Everything else is just a distraction.

We'll see how it goes.

When you're an artist.

the truth about being a writer
I have always been a creative person, even if it's only been in the last couple of years since I could say that out loud without cringing.
Doesn't it sound sort of pretentious? Sort of braggy and self-proclaimed? 
"I am an artist." Ugh. I hate those words coming out of my mouth. They feel embarrassing and shitty, no matter how much I identify with them. And what's worse is that they don't bother me at all when I hear other people say it.
In L.A. last week I was sitting at a bar by the pool when an older man next to me struck up conversation.
What do you do? He asked.
I'm a photographer. I said. What do you do?
I'm an artist, he replied.

And for a second I felt my insides sigh and go ugh, I'm so jealous. I wish I could be an artist.
This was momentary, and quickly I realized how stupid my insides were being.
I am one, I know this, but I don't like to talk about it.

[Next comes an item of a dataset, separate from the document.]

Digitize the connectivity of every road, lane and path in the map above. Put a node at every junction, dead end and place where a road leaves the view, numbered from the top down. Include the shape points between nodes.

When you're truly creative I think - and I mean madly passionately crazily artistic - you don't want to sit in coffee shops and chat about your creative process.
You don't want to talk about your artistic soul, and your creative vision - except for exactly 3 seconds after your vision comes to you but then it's only in fragment sentences that make very little sense to anyone and sound something like "India ink....maybe green.....felt.....deer antlers....where do they sell bunting....." before you wander off to lose yourself in the process.

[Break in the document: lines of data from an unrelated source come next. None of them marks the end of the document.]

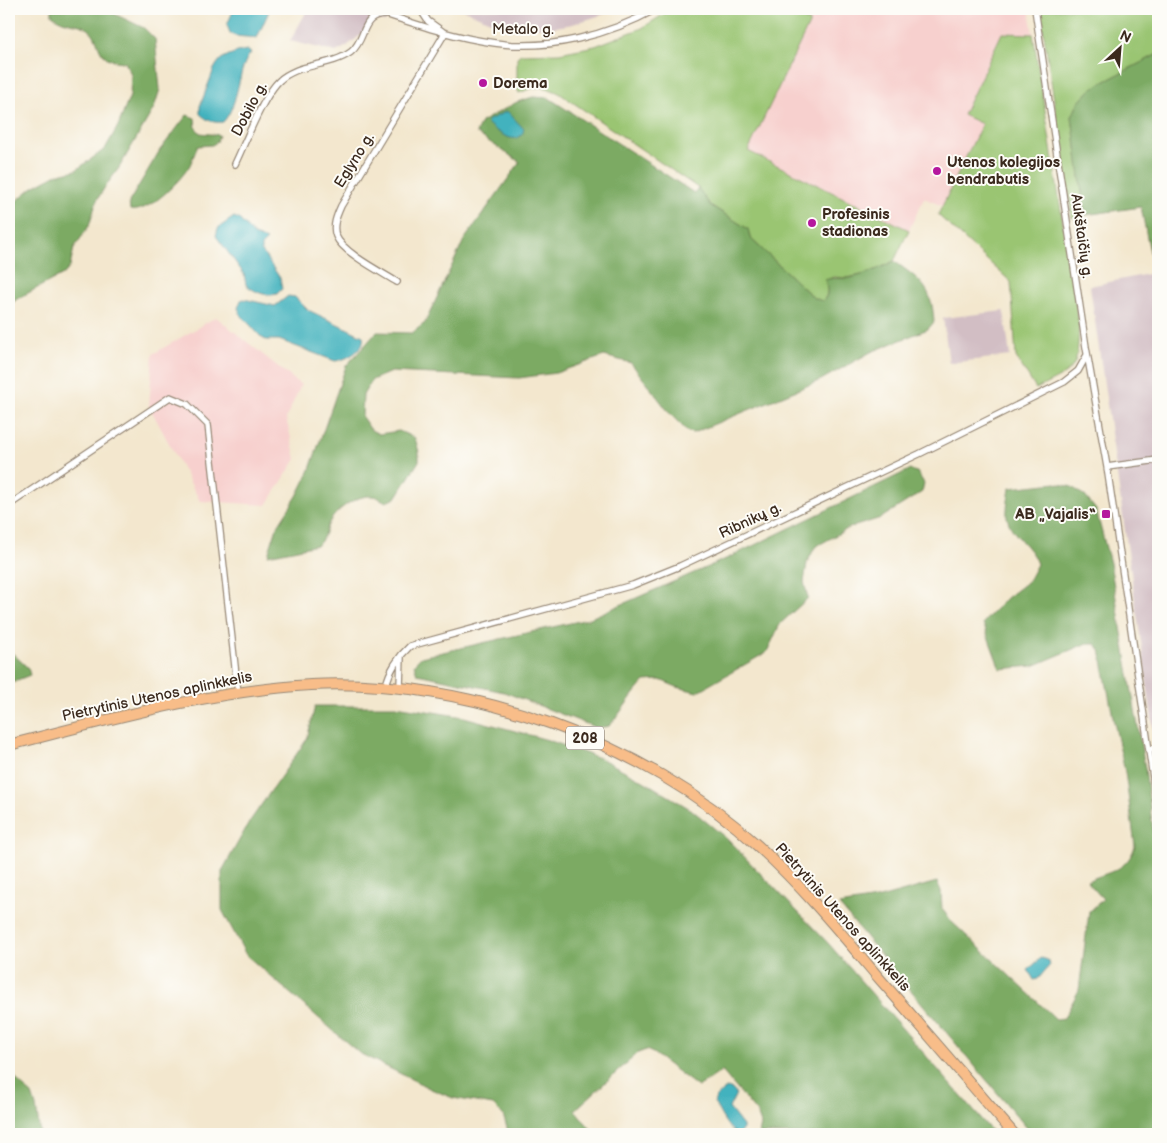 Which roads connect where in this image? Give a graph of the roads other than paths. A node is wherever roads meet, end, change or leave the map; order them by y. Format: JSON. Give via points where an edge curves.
{"nodes":[{"id":1,"x":420,"y":9,"type":"edge"},
{"id":2,"x":656,"y":9,"type":"edge"},
{"id":3,"x":1035,"y":9,"type":"edge"},
{"id":4,"x":445,"y":33,"type":"junction"},
{"id":5,"x":234,"y":164,"type":"dead end"},
{"id":6,"x":397,"y":282,"type":"dead end"},
{"id":7,"x":1087,"y":355,"type":"junction"},
{"id":8,"x":1158,"y":460,"type":"edge"},
{"id":9,"x":1107,"y":467,"type":"junction"},
{"id":10,"x":9,"y":505,"type":"edge"},
{"id":11,"x":401,"y":656,"type":"junction"},
{"id":12,"x":386,"y":686,"type":"junction"},
{"id":13,"x":400,"y":687,"type":"junction"},
{"id":14,"x":238,"y":693,"type":"junction"},
{"id":15,"x":9,"y":745,"type":"edge"},
{"id":16,"x":1158,"y":748,"type":"edge"},
{"id":17,"x":1149,"y":749,"type":"junction"},
{"id":18,"x":1158,"y":811,"type":"edge"},
{"id":19,"x":1014,"y":1134,"type":"edge"}],
"edges":[{"from":1,"to":4,"type":"street","via":[[428,21]]},
{"from":2,"to":4,"type":"street","name":"Metalo g.","via":[[617,27],[549,44],[508,45]]},
{"from":3,"to":7,"type":"street","name":"Aukštaičių g."},
{"from":4,"to":5,"type":"street","name":"Dobilo g.","via":[[388,15],[372,17],[349,53],[288,74],[273,87]]},
{"from":4,"to":6,"type":"street","name":"Eglyno g.","via":[[335,221],[335,234],[343,248]]},
{"from":7,"to":9,"type":"street","name":"Aukštaičių g."},
{"from":7,"to":11,"type":"street","name":"Ribnikų g.","via":[[1078,371],[1064,382],[680,566],[593,597],[418,642]]},
{"from":8,"to":9,"type":"street"},
{"from":9,"to":17,"type":"street","name":"Aukštaičių g."},
{"from":10,"to":14,"type":"street","via":[[170,397],[187,404],[208,425]]},
{"from":11,"to":12,"type":"street"},
{"from":11,"to":13,"type":"street"},
{"from":12,"to":13,"type":"highway","name":"Pietrytinis Utenos aplinkkelis","number":"208"},
{"from":12,"to":14,"type":"highway","name":"Pietrytinis Utenos aplinkkelis","number":"208","via":[[314,685]]},
{"from":13,"to":19,"type":"highway","name":"Pietrytinis Utenos aplinkkelis","number":"208","via":[[481,703],[567,730],[652,770],[714,809],[758,845],[816,905]]},
{"from":14,"to":15,"type":"highway","name":"Pietrytinis Utenos aplinkkelis","number":"208"},
{"from":16,"to":17,"type":"street"},
{"from":17,"to":18,"type":"street","name":"Aukštaičių g."}]} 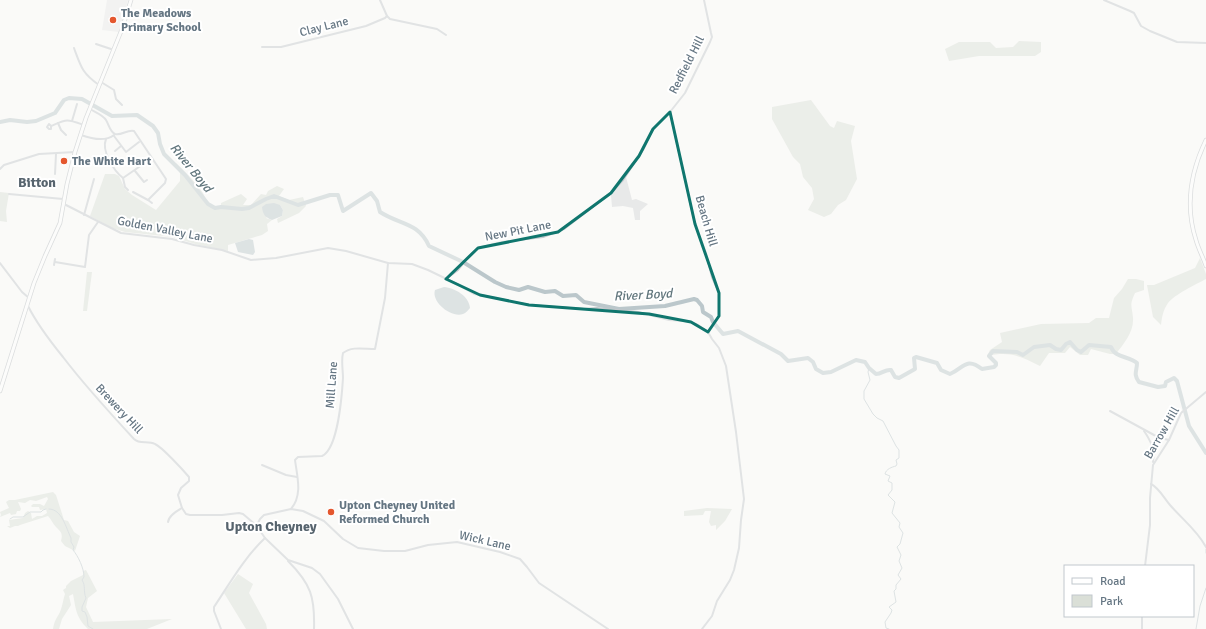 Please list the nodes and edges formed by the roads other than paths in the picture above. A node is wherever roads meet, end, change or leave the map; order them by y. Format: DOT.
graph roads {
  1 [pos="131,0"];
  2 [pos="380,0"];
  3 [pos="704,0"];
  4 [pos="1104,0"];
  5 [pos="387,16"];
  6 [pos="446,36"];
  7 [pos="1206,43"];
  8 [pos="96,44"];
  9 [pos="262,47"];
  10 [pos="74,48"];
  11 [pos="114,50"];
  12 [pos="100,84"];
  13 [pos="77,104"];
  14 [pos="122,105"];
  15 [pos="90,108"];
  16 [pos="670,112"];
  17 [pos="72,121"];
  18 [pos="58,123"];
  19 [pos="84,125"];
  20 [pos="51,126"];
  21 [pos="66,135"];
  22 [pos="81,135"];
  23 [pos="114,135"];
  24 [pos="106,139"];
  25 [pos="1206,140"];
  26 [pos="139,142"];
  27 [pos="121,146"];
  28 [pos="75,152"];
  29 [pos="115,152"];
  30 [pos="56,154"];
  31 [pos="152,158"];
  32 [pos="0,169"];
  33 [pos="135,171"];
  34 [pos="55,174"];
  35 [pos="123,178"];
  36 [pos="94,179"];
  37 [pos="147,180"];
  38 [pos="128,190"];
  39 [pos="133,192"];
  40 [pos="9,194"];
  41 [pos="63,199"];
  42 [pos="148,200"];
  43 [pos="152,203"];
  44 [pos="63,205"];
  45 [pos="84,215"];
  46 [pos="98,222"];
  47 [pos="55,259"];
  48 [pos="0,263"];
  49 [pos="388,263"];
  50 [pos="1206,266"];
  51 [pos="446,279"];
  52 [pos="29,298"];
  53 [pos="27,305"];
  54 [pos="708,332"];
  55 [pos="0,391"];
  56 [pos="1206,392"];
  57 [pos="1110,411"];
  58 [pos="1143,429"];
  59 [pos="1169,440"];
  60 [pos="262,465"];
  61 [pos="1152,467"];
  62 [pos="297,477"];
  63 [pos="1152,484"];
  64 [pos="182,508"];
  65 [pos="291,509"];
  66 [pos="168,522"];
  67 [pos="256,525"];
  68 [pos="265,538"];
  69 [pos="1206,547"];
  70 [pos="288,560"];
  71 [pos="1145,565"];
  72 [pos="1142,617"];
  73 [pos="221,629"];
  74 [pos="314,629"];
  75 [pos="353,629"];
  76 [pos="608,629"];
  77 [pos="702,629"];
  78 [pos="1142,629"];
  1 -- 11 [label="main road"];
  2 -- 5 [label="street"];
  3 -- 16 [label="street, Redfield Hill"];
  4 -- 7 [label="street"];
  5 -- 6 [label="street"];
  5 -- 9 [label="street, Clay Lane"];
  8 -- 11 [label="street"];
  10 -- 12 [label="street"];
  11 -- 12 [label="main road"];
  12 -- 14 [label="street"];
  12 -- 15 [label="main road"];
  13 -- 17 [label="street"];
  15 -- 19 [label="main road"];
  15 -- 23 [label="street"];
  16 -- 51 [label="street, New Pit Lane"];
  16 -- 54 [label="street, Beach Hill"];
  17 -- 18 [label="street"];
  17 -- 19 [label="street"];
  18 -- 20 [label="street"];
  18 -- 21 [label="street"];
  19 -- 22 [label="main road"];
  22 -- 24 [label="street"];
  22 -- 28 [label="main road"];
  23 -- 24 [label="street"];
  23 -- 27 [label="street"];
  23 -- 31 [label="street"];
  24 -- 35 [label="street"];
  25 -- 50 [label="main road"];
  26 -- 27 [label="street"];
  27 -- 29 [label="street"];
  28 -- 30 [label="street"];
  28 -- 41 [label="main road"];
  30 -- 32 [label="street"];
  30 -- 34 [label="street"];
  31 -- 33 [label="street"];
  31 -- 42 [label="street"];
  33 -- 35 [label="street"];
  33 -- 37 [label="street"];
  35 -- 38 [label="street"];
  36 -- 45 [label="street"];
  39 -- 42 [label="street"];
  40 -- 41 [label="street"];
  41 -- 44 [label="main road"];
  42 -- 43 [label="street"];
  44 -- 45 [label="street, Golden Valley Lane"];
  44 -- 52 [label="main road"];
  45 -- 46 [label="street, Golden Valley Lane"];
  46 -- 47 [label="street"];
  46 -- 49 [label="street, Golden Valley Lane"];
  48 -- 52 [label="street"];
  49 -- 51 [label="street, Golden Valley Lane"];
  49 -- 62 [label="street, Mill Lane"];
  51 -- 54 [label="street, Golden Valley Lane"];
  52 -- 53 [label="main road"];
  53 -- 55 [label="main road"];
  53 -- 64 [label="street, Brewery Hill"];
  54 -- 77 [label="street"];
  56 -- 59 [label="street, Barrow Hill"];
  57 -- 58 [label="street"];
  58 -- 59 [label="street"];
  58 -- 61 [label="street"];
  59 -- 61 [label="street, Barrow Hill"];
  60 -- 62 [label="street"];
  61 -- 63 [label="street"];
  62 -- 65 [label="street, Mill Lane"];
  63 -- 69 [label="street"];
  63 -- 71 [label="street"];
  64 -- 66 [label="street"];
  64 -- 67 [label="street"];
  65 -- 67 [label="street, Wick Lane"];
  65 -- 76 [label="street, Wick Lane"];
  67 -- 68 [label="street"];
  68 -- 70 [label="street"];
  68 -- 73 [label="street"];
  70 -- 74 [label="street"];
  70 -- 75 [label="street"];
  72 -- 78 [label="street"];
}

I think when you're really an artist you don't want to talk to everyone you know about it, brag about it, scream it from the rooftops, for a few reasons:
1. Saying you're an artist makes most people think "unemloyed"
2. What you're saying makes little to no sense outside of your own head. How do you describe the madness and glory that is creating something you halfway love and halfway hate but completely can't live without, to someone that sells stocks for a living?
3. It's embarrassing.

Creativity is in large part a mutation of an otherwise normal brain.
This could stem from childhood dysfunction, random genius, or the fact that you're Bob Ross.
In any case, it isn't something that happens to you without side effect.
Being creative also often times means being irresponsible.
It can mean entire nights spent in front of your computer, drinking coffee and working like crazy rather than sleeping, because you have ALL THE IDEAS RIGHT NOW. That's great and all, but hey, the kids have to be at school at seven-freaking-forty in the morning. You should probably be sleeping.
It means that the dishes aren't getting done and the laundry is piling up because you had a creative dry spell but now you're deadline so you just need to finish all these goddamn projects you've left sitting here, not wanting to touch because you didn't feel inspired, but now you're inspired by the idea of NOT GETTING EVICTED.
It means that you've been wearing the same Guns N Roses t-shirt for two days, and haven't eaten anything but Triscuits. 
It means - at least for every artist or creative that I've ever known - that you possess a certain level of darkness. A certain maudlin quality, a specific tendency toward melancholy that allows you to see things louder, brighter, bigger than they are. That allows you to feel things deeper, more intensely than other people do. That allows you to assign a beautiful and relateable meaning to otherwise meaningless things. 

When you're financially supporting yourself and your family on your art, it means distilling everything down to your most basic needs:
I need to create
I need to keep the kids alive, not burn down the house, and spend some good uninterrupted time with real kids/people every day

You don't want to talk about what it takes to be creative, because so often it takes the best parts of you, and what's left is a sink full of dirty dishes and a lot of forgotten appointments. 

But, it's who you are.
It's what you are.
And for better or worse, it's your favorite and most precious thing about yourself.